Apart from the official festival programme of the entire feast a programme and a group of three lithographs by the artist Gustav Kraus (1804-1852) documented the festive procession of the bridal couples as the central event of the celebrations. The memorial book edited by F. Rudolph that same year, while superficially presenting the history of the Oktoberfest as a whole, also studies the group wedding in some considerable detail, for example by describing the attires of the single bridal couples.
The Jubilee 1910
The 75th anniversary of the Oktoberfest in 1885 was celebrated appropriately but perhaps not publicised quite so much. In 1910, however, the city of Munich took the 100th jubilee as an occasion to celebrate the event with a splendour that had not been seen before and was not ever going to be seen in future. Apart from large historicising festive events and staffage buildings, the celebrations included a substantial historical exhibition and a festive procession.
The archivist, city chronicler, historian and founder of the Munich Stadtmuseums (Municipal Museum), Ernst von Destouches (1843-1916), not only organised the exhibition but also compiled the festschrift. The publication appeared in 1910 in two editions: firstly, a particularly detailed and richly ornamented version, the Säkular-Chronik (Secular Chronicle), was distributed in only a few exemplars to selected persons. Secondly, a greatly summarised peoples’ edition was created in a larger number of copies, which also contained texts by many Bavarian authors such as Josef Ruederer (1861-1915), Josef Benno Sailer (1866-1933) or Ludwig Thoma (1867-1921). Ten years later appeared as a third version a less summarised edition of the great Säkular-Chronik.

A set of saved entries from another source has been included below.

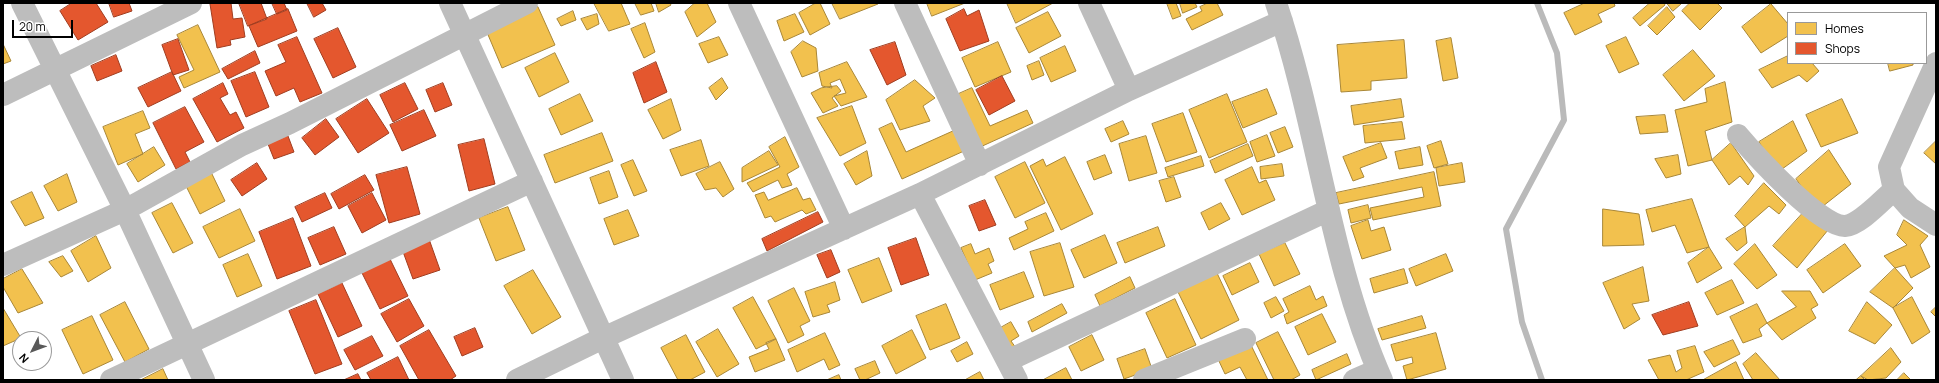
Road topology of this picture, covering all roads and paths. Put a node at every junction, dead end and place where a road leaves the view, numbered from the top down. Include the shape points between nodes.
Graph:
1 (22, 3) edge
2 (191, 3) edge
3 (450, 3) edge
4 (527, 3) edge
5 (739, 3) edge
6 (906, 3) edge
7 (1089, 3) edge
8 (1279, 12) edge
9 (464, 34) junction
10 (1936, 63) edge
11 (55, 69) junction
12 (1129, 90) junction
13 (3, 95) edge
14 (1738, 136) dead end
15 (980, 165) junction
16 (532, 181) junction
17 (1894, 190) junction
18 (920, 194) junction
19 (125, 210) junction
20 (1329, 210) junction
21 (1936, 225) edge
22 (844, 229) junction
23 (3, 265) edge
24 (603, 338) junction
25 (1245, 339) dead end
26 (187, 344) junction
27 (1007, 361) junction
28 (1380, 375) edge
29 (111, 380) edge
30 (204, 380) edge
31 (517, 380) edge
32 (623, 380) edge
33 (1017, 380) edge
34 (1144, 380) edge
35 (1354, 380) edge

1 - 11 street
2 - 11 street
3 - 9 street
4 - 9 street
5 - 22 street
6 - 15 street
7 - 12 street
8 - 12 street
8 - 20 street via 1305,103
9 - 16 street
9 - 19 street via 242,145
10 - 17 street via 1889,167
11 - 13 street
11 - 19 street
12 - 15 street
14 - 17 street via 1776,177 1806,203 1831,221 1844,226 1856,223
15 - 18 street
16 - 24 street
16 - 26 street
17 - 21 street via 1910,208
18 - 22 street
18 - 27 street
19 - 23 street
19 - 26 street
20 - 27 street
20 - 28 street via 1344,273
22 - 24 street
24 - 31 street
24 - 32 street
25 - 34 street
26 - 29 street
26 - 30 street
27 - 33 street
28 - 35 street

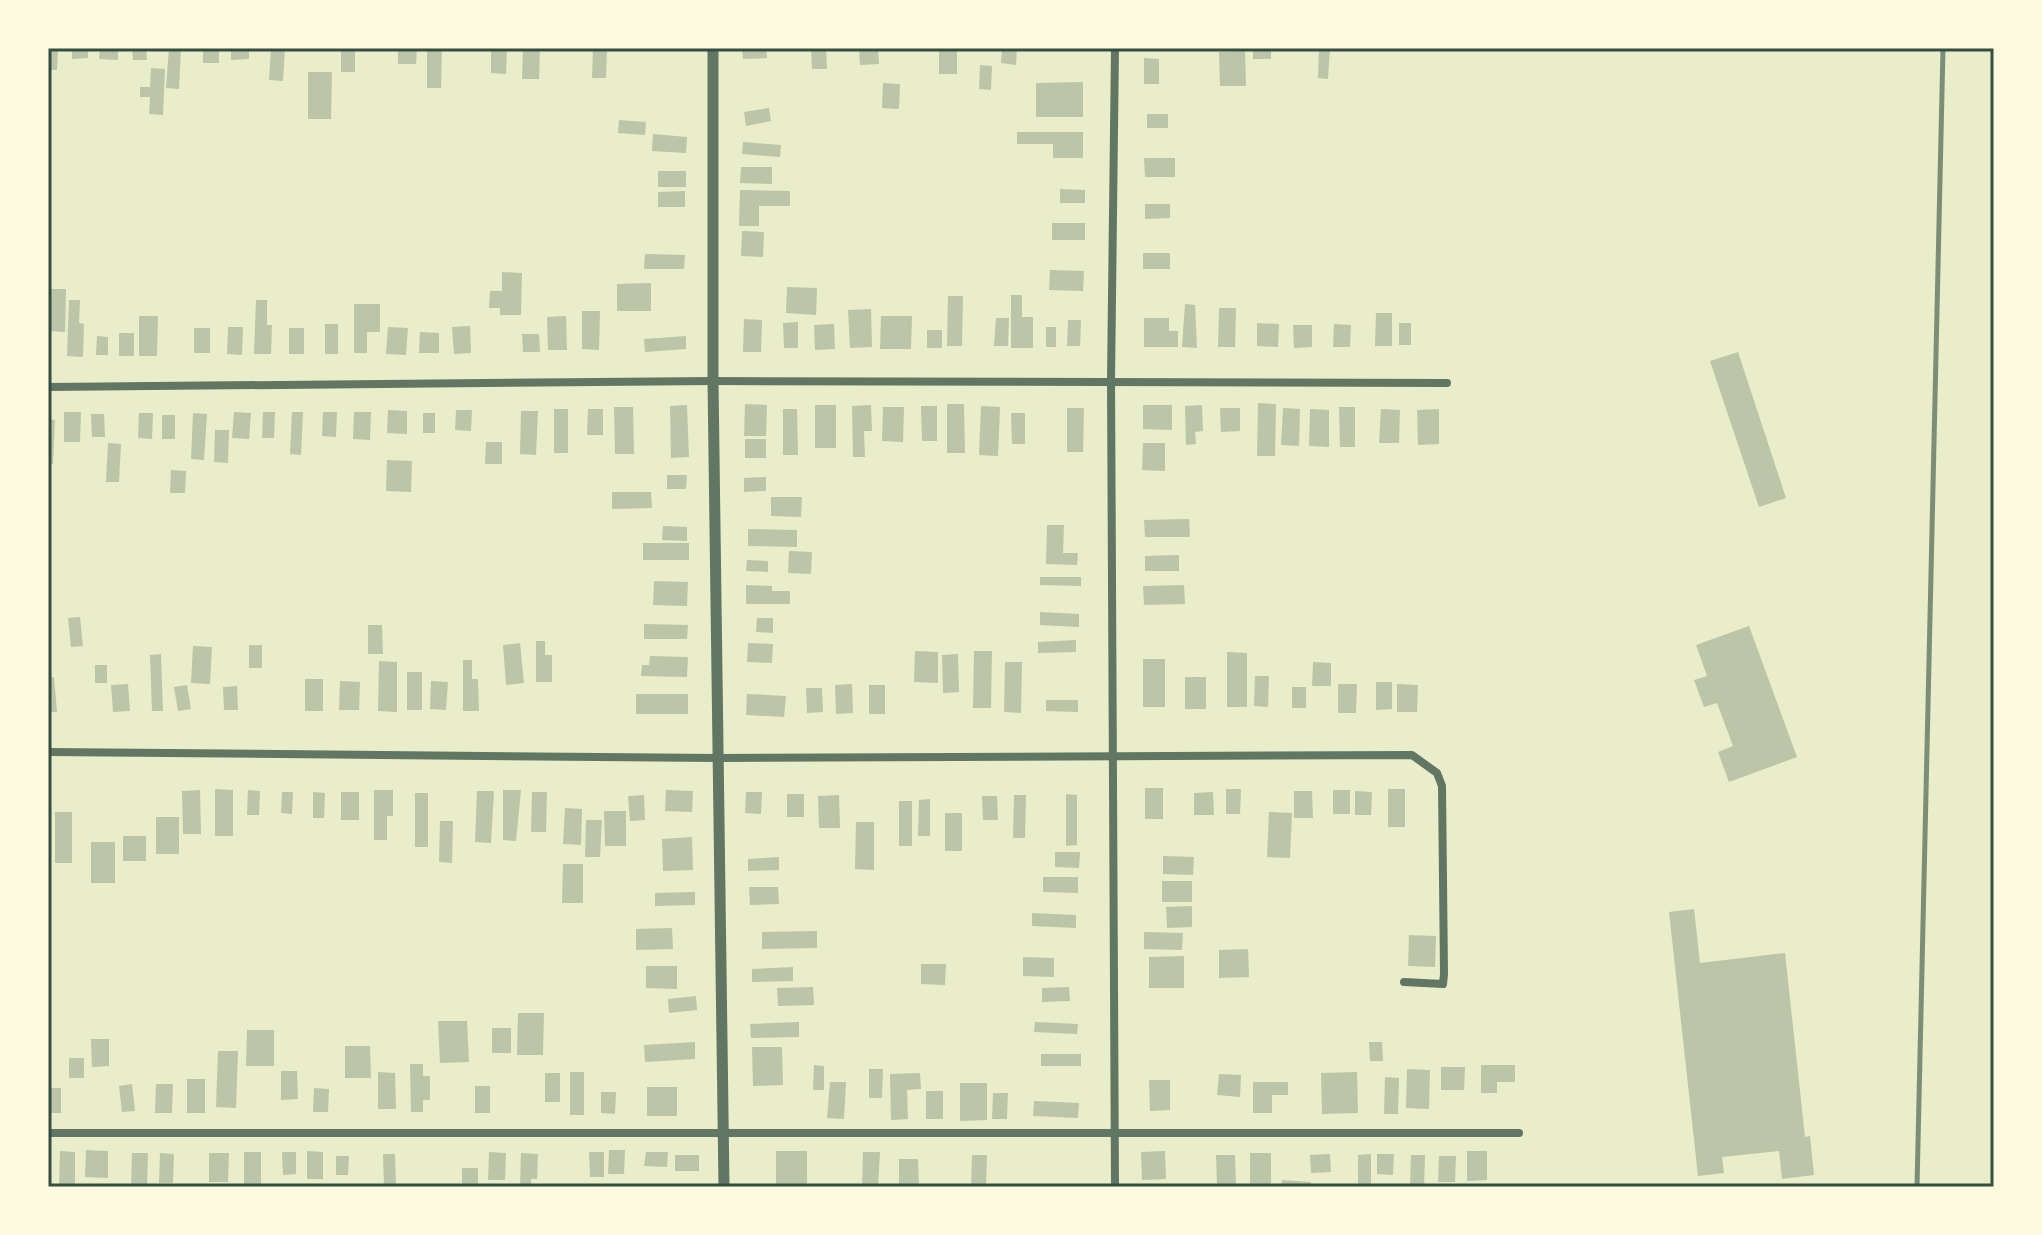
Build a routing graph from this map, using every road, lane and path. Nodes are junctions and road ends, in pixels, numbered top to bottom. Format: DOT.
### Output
graph roads {
  1 [pos="713,48"];
  2 [pos="1115,48"];
  3 [pos="1111,380"];
  4 [pos="713,381"];
  5 [pos="1447,383"];
  6 [pos="48,387"];
  7 [pos="48,752"];
  8 [pos="1111,757"];
  9 [pos="717,758"];
  10 [pos="1404,982"];
  11 [pos="723,1131"];
  12 [pos="48,1133"];
  13 [pos="1114,1133"];
  14 [pos="1519,1133"];
  15 [pos="724,1187"];
  16 [pos="1115,1187"];
  1 -- 4 [label="street"];
  2 -- 3 [label="street"];
  3 -- 4 [label="street"];
  3 -- 5 [label="street"];
  3 -- 8 [label="street"];
  4 -- 6 [label="street"];
  4 -- 9 [label="street"];
  7 -- 9 [label="street"];
  8 -- 9 [label="street"];
  8 -- 10 [label="street"];
  8 -- 13 [label="street"];
  9 -- 11 [label="street"];
  11 -- 12 [label="street"];
  11 -- 13 [label="street"];
  11 -- 15 [label="street"];
  13 -- 14 [label="street"];
  13 -- 16 [label="street"];
}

In competition to these official festschrifts private publishing houses brought out in 1910 diverse jubilee brochures and newspapers. The Oktoberfest newspaper by Josef Benno Sailer took some kind of semi-official position. Another publication that appeared in the house of E. Stahl even underwent a second edition.

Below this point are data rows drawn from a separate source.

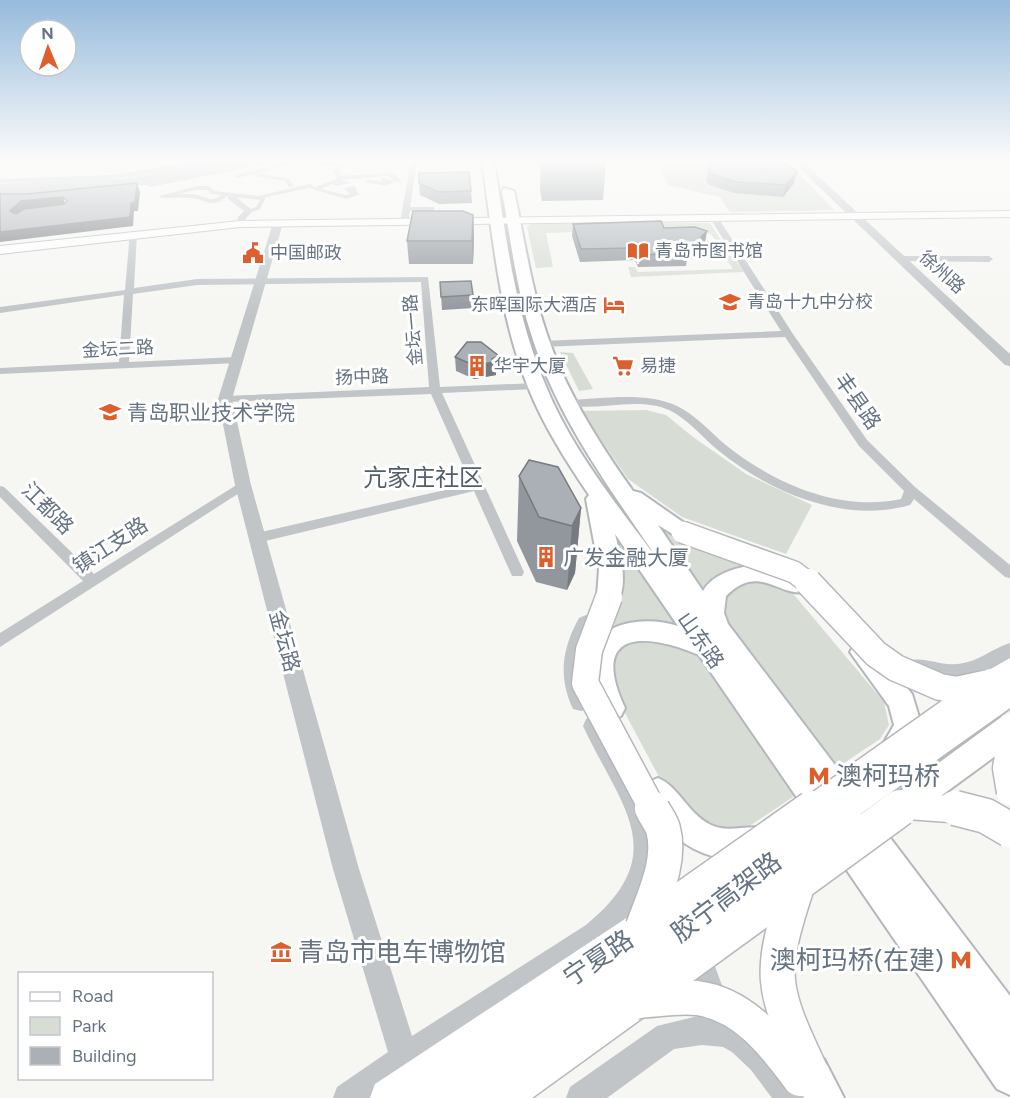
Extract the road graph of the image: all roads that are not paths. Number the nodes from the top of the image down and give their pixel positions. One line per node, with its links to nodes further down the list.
1 (248, 212): 12 (street)
2 (406, 212): 8 (street)
3 (503, 212): 10 (main road, 山东路)
4 (505, 212): 10 (main road, 山东路)
5 (846, 212): 7 (street, 徐州路)
6 (1010, 214): 7 (main road)
7 (849, 215): 9 (main road); 15 (street, 徐州路)
8 (405, 216): 10 (main road); 11 (main road)
9 (714, 218): 10 (main road); 20 (street, 丰县路)
10 (506, 221): 21 (main road, 山东路); 26 (main road, 山东路)
11 (278, 223): 12 (main road); 17 (street, 金坛路)
12 (240, 224): 13 (main road)
13 (133, 234): 14 (main road); 18 (street)
14 (0, 250)
15 (900, 259): 16 (street); 23 (street, 徐州路)
16 (989, 259)
17 (261, 280): 18 (street, 金坛一路); 22 (street, 金坛路); 27 (street, 金坛一路)
18 (131, 291): 19 (street, 金坛一路); 24 (street)
19 (0, 310)
20 (788, 334): 21 (street); 34 (street, 丰县路)
21 (543, 344): 29 (main road, 山东路)
22 (237, 360): 24 (street, 金坛二路); 28 (street, 金坛路)
23 (1010, 362)
24 (124, 365): 25 (street, 金坛二路)
25 (0, 371)
26 (536, 386): 27 (street, 扬中路); 32 (main road, 山东路)
27 (435, 390): 28 (street, 扬中路); 31 (street, 金坛一路)
28 (225, 399): 30 (street, 金坛路)
29 (568, 403): 32 (main road, 山东路); 34 (street)
30 (243, 485): 36 (street, 金坛路); 39 (street, 镇江支路)
31 (478, 486): 36 (street); 37 (street, 金坛一路)
32 (606, 486): 35 (main road); 40 (main road, 山东路); 54 (street); 55 (main road, bridge)
33 (0, 490): 39 (street, 江都路)
34 (911, 490): 38 (street, 丰县路)
35 (651, 511): 43 (street); 44 (main road, bridge)
36 (257, 538): 59 (street, 金坛路)
37 (517, 572)
38 (1010, 573)
39 (92, 581): 41 (street, 镇江支路)
40 (713, 640): 48 (main road); 52 (main road, bridge); 57 (main road, 山东路); 60 (main road, 山东路)
41 (0, 641)
42 (1010, 651): 43 (street)
43 (961, 673): 46 (street)
44 (1004, 684): 48 (main road, 宁夏路, bridge); 56 (highway, 胶宁高架路, bridge)
45 (1010, 728): 50 (highway, 胶宁高架路, bridge)
46 (1010, 734)
47 (1010, 746): 49 (main road, bridge)
48 (892, 753): 52 (main road, 宁夏路, bridge)
49 (1010, 792)
50 (907, 806): 51 (main road, bridge); 53 (highway, 胶宁高架路, bridge)
51 (1010, 830)
52 (774, 836): 55 (main road, 宁夏路, bridge)
53 (798, 884): 56 (highway, 胶宁高架路, bridge); 61 (main road, bridge)
54 (632, 892): 58 (street); 59 (street)
55 (644, 927): 56 (main road, 宁夏路)
56 (625, 973): 61 (main road, bridge); 63 (main road, 宁夏路); 64 (highway, 胶宁高架路); 65 (highway, 胶宁高架路)
57 (1010, 1026)
58 (703, 1031): 61 (street); 66 (street)
59 (404, 1057): 62 (street)
60 (1010, 1076)
61 (807, 1089)
62 (348, 1098)
63 (389, 1098)
64 (439, 1098)
65 (497, 1098)
66 (581, 1098)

The richly illustrated Oktoberfest letter by the Cosma Company, represents numerous further souvenirs and gifts that came out in 1910 for the jubilee.
The Jubilee 1935
In 1935, two years after the NS “takeover of power”, the 125th jubilee of the Oktoberfest was celebrated. The NS authorities put the festival under the motto of "Stolze Stadt - Fröhlich Land" (Proud City – Cheerful Countryside) and attempted to re-interpret the history of the feast in their own sense. Differently to what had happened in 1910, there was no large jubilee exhibition or detailed festschrift; the festschrift of 1935 is hardly different in its format and content to the “normal” Oktoberfest newspapers of other years.
The programme of the procession, the oldest such programme printed separately in the holdings of the Bayerische Staatsbibliothek (Bavarian State Library), documents the exact composition of the marching groups. For the first time, the groups of riflemen and those in historical costumes no longer paraded in two separate processions, but as one combined parade (even though one behind the other), in between was a historical part that tried visibly to downplay the importance of the monarchy for the Oktoberfest as much as possible. Distributed all over the procession marched delegations of diverse NS-organisations.
The official publications mostly refrained from an obvious presentation of NS symbols. While the festschrift displays only one tiny Swastika flag, the title page of the privately published Oktoberfestzeitung is far closer to the real situation of 1935, when NS symbols already characterised the Theresienwiese. In 1936, it became officially forbidden to hoist the Bavarian or Munich colours on the Oktoberfest. From now on, the groups in traditional costume and those of riflemen formed one collective festive procession.